In Paternostro-Sluga and Stieger’s (2004) review, the therapeutic aims of splinting and the choice of splint depend on the disease and the individual functional problem resulting from the impairment. These authors also concluded that there is insufficient evidence from clinical trials on splinting strategies in CP or SCI patients. The studies also referred to research looking at hand splints for clients with an acquired brain injury or stroke (McPherson et al. 1982; Rose & Shah 1987).
Harvey et al. (2006)noted in their study that twelve weeks of nightly stretch does not reduce thumb web-space contractures in people with a neurological condition (stroke, ABI, SCI). Even with careful monitoring of the fit of the splint for the thumb joint, it was unclear if the splint was able to produce enough torque to the thumb joint for a sufficient stretch. The study also raised questions concerning if the length of time wearing the splint was enough, if the time spent wearing the splint was accurately reported by the client and if there a difference in outcomes when considering the type of neurological condition being splinted.
DiPasquale-Lehnerz (1994) noted that there was no significant improvement in hand function as it related to passive range of motion, strength of prehension or coordination in subjects with C6 tetraplegia who wore a thumb opponens orthoses during sleep as compared to those subjects with C6 tetraplegia who did not wear such an orthosis. The study did show over time a significant improvement of hand function especially pinch strength, and functional use (turning cards, picking up small objects, simulated feeding and holding onto light cans) for those wearing the splint.
There are several published surveys that addressed the use of splints in the spinal cord population with the majority of splints being functional use splints (i.e., feeding splint, writing splint, typing splint or an application for an assistive device) (Garber & Gregoria 1990; Krajnik & Bridle 1992).
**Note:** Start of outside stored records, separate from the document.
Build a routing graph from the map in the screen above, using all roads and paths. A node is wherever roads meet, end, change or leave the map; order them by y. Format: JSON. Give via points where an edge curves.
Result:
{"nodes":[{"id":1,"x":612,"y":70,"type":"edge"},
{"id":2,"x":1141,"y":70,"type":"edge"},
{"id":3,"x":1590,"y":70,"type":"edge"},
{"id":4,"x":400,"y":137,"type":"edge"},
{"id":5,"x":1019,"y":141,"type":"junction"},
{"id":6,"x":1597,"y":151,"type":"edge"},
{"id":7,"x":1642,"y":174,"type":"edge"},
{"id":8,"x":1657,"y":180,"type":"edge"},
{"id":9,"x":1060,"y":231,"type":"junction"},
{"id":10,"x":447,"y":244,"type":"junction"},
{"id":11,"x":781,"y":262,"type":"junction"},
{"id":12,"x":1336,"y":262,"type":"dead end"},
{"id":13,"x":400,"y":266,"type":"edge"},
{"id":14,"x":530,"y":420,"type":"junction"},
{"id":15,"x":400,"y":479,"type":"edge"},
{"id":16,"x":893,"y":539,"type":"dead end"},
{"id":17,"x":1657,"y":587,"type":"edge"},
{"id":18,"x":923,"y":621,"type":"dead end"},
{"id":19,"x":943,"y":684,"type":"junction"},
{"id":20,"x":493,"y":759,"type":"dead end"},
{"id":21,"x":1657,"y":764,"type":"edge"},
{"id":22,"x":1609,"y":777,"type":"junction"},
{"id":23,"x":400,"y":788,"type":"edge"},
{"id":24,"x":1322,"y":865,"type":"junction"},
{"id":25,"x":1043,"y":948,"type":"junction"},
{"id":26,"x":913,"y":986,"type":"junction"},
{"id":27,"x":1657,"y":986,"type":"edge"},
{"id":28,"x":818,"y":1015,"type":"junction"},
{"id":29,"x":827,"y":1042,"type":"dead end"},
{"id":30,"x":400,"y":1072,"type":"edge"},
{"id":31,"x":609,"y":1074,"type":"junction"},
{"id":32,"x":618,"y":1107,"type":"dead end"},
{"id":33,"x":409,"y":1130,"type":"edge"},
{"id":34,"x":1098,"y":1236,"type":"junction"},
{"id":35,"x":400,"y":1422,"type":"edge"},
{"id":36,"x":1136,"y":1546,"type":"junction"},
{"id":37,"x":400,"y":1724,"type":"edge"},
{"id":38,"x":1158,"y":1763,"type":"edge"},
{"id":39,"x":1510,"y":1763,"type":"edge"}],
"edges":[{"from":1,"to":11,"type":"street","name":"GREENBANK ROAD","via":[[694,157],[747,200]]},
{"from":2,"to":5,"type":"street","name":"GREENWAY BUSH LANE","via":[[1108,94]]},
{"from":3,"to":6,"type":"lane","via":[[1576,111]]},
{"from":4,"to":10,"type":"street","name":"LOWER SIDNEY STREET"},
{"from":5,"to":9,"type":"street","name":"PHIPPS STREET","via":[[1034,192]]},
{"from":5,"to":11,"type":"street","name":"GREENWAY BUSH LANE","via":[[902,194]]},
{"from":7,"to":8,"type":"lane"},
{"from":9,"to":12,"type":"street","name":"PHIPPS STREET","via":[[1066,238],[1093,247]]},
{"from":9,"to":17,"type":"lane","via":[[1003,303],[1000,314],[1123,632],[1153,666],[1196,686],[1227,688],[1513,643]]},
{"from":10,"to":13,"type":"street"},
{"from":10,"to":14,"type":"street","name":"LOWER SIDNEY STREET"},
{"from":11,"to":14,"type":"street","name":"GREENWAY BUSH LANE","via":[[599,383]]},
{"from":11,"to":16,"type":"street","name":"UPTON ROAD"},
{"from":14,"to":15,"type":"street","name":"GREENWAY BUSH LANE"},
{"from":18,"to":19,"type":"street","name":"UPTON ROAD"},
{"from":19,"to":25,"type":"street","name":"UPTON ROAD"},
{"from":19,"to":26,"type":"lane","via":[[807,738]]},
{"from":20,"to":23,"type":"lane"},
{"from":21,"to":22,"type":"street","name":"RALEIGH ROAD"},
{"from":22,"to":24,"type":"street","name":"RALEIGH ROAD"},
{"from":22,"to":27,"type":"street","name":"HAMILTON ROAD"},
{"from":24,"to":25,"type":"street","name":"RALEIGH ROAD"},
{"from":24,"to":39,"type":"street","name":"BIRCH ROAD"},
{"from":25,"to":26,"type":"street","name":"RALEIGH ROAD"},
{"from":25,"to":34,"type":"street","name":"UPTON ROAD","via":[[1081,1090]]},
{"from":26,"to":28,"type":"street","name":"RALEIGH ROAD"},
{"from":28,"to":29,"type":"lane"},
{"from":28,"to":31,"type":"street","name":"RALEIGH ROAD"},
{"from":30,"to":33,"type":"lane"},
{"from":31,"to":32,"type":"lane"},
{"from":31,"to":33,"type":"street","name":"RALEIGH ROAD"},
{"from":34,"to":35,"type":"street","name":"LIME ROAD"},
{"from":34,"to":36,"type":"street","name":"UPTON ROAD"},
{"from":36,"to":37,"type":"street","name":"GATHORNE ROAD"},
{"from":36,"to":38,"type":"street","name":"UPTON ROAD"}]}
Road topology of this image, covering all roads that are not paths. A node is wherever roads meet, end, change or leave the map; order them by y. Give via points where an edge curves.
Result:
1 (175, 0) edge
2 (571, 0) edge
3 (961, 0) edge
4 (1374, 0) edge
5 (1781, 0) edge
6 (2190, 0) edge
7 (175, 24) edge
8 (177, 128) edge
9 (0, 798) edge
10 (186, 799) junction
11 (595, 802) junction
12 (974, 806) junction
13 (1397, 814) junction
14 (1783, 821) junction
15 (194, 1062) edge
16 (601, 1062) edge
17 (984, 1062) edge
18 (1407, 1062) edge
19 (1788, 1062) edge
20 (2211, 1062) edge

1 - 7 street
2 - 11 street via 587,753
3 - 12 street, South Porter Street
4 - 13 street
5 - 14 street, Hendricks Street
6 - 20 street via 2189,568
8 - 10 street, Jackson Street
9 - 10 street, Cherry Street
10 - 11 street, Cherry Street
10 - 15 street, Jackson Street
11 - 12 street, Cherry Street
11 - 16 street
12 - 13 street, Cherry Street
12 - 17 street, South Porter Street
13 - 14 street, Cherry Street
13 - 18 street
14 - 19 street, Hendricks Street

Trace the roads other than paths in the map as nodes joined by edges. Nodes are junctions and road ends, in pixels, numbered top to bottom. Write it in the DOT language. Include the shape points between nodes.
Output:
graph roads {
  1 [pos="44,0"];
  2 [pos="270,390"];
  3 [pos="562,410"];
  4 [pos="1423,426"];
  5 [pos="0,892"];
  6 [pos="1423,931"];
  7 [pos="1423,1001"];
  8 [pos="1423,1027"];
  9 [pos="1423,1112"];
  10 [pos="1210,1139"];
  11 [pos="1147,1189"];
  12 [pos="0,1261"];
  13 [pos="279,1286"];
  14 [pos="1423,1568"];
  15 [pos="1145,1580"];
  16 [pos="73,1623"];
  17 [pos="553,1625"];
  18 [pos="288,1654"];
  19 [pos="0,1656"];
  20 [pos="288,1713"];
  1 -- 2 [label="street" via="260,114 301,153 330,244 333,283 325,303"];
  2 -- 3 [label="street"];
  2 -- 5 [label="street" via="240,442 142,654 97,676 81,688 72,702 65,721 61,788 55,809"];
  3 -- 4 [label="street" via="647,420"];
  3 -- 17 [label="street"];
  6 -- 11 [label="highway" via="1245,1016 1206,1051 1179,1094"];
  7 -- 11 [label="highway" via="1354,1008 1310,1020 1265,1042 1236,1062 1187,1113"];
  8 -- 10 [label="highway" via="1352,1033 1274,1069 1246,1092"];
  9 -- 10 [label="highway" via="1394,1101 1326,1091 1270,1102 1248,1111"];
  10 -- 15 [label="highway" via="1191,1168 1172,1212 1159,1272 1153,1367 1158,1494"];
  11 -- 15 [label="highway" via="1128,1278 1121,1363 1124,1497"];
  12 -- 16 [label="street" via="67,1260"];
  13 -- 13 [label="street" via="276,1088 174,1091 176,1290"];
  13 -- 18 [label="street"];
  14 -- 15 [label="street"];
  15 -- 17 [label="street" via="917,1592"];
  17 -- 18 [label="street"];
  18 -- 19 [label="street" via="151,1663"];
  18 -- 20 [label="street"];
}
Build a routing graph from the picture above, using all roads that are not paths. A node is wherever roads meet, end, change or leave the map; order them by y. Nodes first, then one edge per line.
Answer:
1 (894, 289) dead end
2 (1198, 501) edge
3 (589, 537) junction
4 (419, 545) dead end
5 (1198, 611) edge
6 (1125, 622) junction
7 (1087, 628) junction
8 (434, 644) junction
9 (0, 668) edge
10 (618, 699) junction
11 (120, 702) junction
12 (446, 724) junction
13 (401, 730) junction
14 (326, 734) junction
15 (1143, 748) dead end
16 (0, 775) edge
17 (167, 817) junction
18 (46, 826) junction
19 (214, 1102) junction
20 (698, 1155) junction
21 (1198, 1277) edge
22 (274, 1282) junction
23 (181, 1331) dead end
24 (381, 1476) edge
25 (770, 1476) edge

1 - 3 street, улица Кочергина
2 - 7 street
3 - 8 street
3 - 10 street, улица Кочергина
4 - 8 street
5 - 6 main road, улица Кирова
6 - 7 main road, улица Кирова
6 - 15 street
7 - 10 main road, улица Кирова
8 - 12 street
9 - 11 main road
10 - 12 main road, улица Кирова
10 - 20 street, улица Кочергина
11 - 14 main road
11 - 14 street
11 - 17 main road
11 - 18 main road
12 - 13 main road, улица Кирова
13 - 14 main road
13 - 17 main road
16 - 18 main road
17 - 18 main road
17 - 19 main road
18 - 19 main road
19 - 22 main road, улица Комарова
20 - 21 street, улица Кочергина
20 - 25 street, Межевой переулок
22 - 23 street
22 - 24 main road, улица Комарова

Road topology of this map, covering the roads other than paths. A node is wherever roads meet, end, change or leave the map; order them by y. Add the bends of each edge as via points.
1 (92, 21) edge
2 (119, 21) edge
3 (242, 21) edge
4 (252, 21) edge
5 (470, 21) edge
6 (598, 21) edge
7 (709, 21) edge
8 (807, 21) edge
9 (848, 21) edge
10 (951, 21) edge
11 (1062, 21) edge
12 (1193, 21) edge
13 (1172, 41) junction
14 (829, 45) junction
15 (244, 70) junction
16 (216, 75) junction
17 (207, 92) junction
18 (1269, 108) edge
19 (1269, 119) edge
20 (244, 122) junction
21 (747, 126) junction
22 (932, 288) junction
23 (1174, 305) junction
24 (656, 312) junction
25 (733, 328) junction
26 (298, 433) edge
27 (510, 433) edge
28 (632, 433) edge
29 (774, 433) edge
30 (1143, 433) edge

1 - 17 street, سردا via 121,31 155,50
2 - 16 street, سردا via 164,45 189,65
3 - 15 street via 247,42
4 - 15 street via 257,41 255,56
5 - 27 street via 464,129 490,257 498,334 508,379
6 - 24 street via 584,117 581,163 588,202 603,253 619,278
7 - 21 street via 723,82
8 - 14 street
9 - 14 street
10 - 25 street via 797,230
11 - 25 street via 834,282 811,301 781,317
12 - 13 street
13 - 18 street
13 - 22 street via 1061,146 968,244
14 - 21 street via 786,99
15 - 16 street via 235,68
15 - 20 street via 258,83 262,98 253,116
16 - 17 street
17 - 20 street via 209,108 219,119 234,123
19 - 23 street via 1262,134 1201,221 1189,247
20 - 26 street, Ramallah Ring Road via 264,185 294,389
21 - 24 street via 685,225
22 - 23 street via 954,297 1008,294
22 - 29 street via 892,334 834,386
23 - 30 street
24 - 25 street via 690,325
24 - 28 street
More research is needed in this area using larger study sizes and studying the type of neurological condition being splinting prior to determining if splinting is effective in contracture reduction.
There is level 2 evidence (from one randomized controlled trial; DiPasquale-Lehnerz 1994) that wearing a thumb opponens splint will improve pinch strength and functional use of the hand.
There is level 1b evidence (from one randomized controlled trial; Harvey et al. 2006) that 12 weeks of nightly stretch with a thumb splint did not reduce thumb web-space contractures in persons with a neurological condition (i.e., stroke, ABI, SCI).
There is clinical and intuitive support for the use of splinting for the prevention of joint problems and promotion of function for the tetraplegic hand; however, there is very little research evidence to validate its overall effectiveness.